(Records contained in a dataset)
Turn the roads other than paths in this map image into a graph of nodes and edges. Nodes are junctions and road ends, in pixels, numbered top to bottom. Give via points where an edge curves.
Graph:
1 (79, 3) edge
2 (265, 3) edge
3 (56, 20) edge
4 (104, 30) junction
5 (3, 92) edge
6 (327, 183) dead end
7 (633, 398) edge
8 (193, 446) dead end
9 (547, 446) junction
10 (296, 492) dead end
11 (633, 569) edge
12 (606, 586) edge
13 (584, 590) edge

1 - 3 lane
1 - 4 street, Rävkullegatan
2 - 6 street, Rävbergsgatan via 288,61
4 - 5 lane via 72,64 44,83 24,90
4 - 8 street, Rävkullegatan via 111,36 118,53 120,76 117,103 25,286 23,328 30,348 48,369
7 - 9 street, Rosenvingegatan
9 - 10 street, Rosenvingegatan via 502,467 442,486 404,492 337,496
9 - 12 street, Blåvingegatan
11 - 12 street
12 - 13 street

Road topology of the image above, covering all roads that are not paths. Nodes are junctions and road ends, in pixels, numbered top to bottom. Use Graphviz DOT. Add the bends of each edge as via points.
--
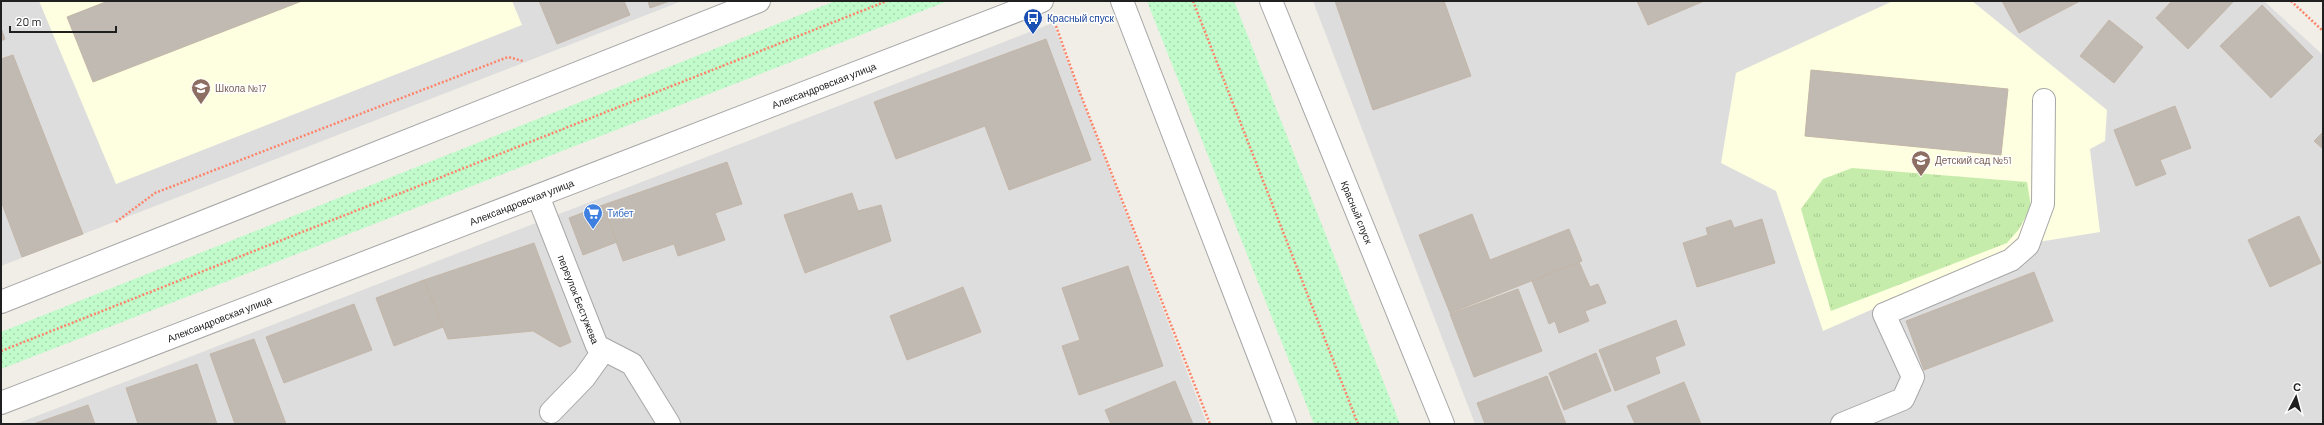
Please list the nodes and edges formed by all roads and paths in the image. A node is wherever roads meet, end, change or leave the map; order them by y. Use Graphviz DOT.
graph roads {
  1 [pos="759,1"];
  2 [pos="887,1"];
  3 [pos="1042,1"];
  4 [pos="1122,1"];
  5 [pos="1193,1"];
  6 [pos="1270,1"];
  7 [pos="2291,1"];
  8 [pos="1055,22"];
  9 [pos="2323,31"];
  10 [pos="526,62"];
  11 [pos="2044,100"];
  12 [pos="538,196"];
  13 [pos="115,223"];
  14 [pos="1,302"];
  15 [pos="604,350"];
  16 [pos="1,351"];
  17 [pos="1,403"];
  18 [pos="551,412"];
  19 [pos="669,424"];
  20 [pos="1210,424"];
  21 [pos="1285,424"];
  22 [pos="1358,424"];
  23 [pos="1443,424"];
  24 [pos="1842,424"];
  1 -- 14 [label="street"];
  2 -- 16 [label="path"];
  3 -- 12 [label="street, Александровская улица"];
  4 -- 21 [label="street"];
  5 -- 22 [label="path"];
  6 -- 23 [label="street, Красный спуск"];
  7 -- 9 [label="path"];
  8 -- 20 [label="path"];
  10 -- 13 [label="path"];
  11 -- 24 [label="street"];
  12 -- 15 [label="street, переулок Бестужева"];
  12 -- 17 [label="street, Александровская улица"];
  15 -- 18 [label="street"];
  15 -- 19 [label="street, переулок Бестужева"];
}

■ PROMPT: Return every line from the entries that holds the string "points".

■ EXERCISE OUTPUT:
Turn the roads other than paths in this map image into a graph of nodes and edges. Nodes are junctions and road ends, in pixels, numbered top to bottom. Give via points where an edge curves.
Road topology of the image above, covering all roads that are not paths. Nodes are junctions and road ends, in pixels, numbered top to bottom. Use Graphviz DOT. Add the bends of each edge as via points.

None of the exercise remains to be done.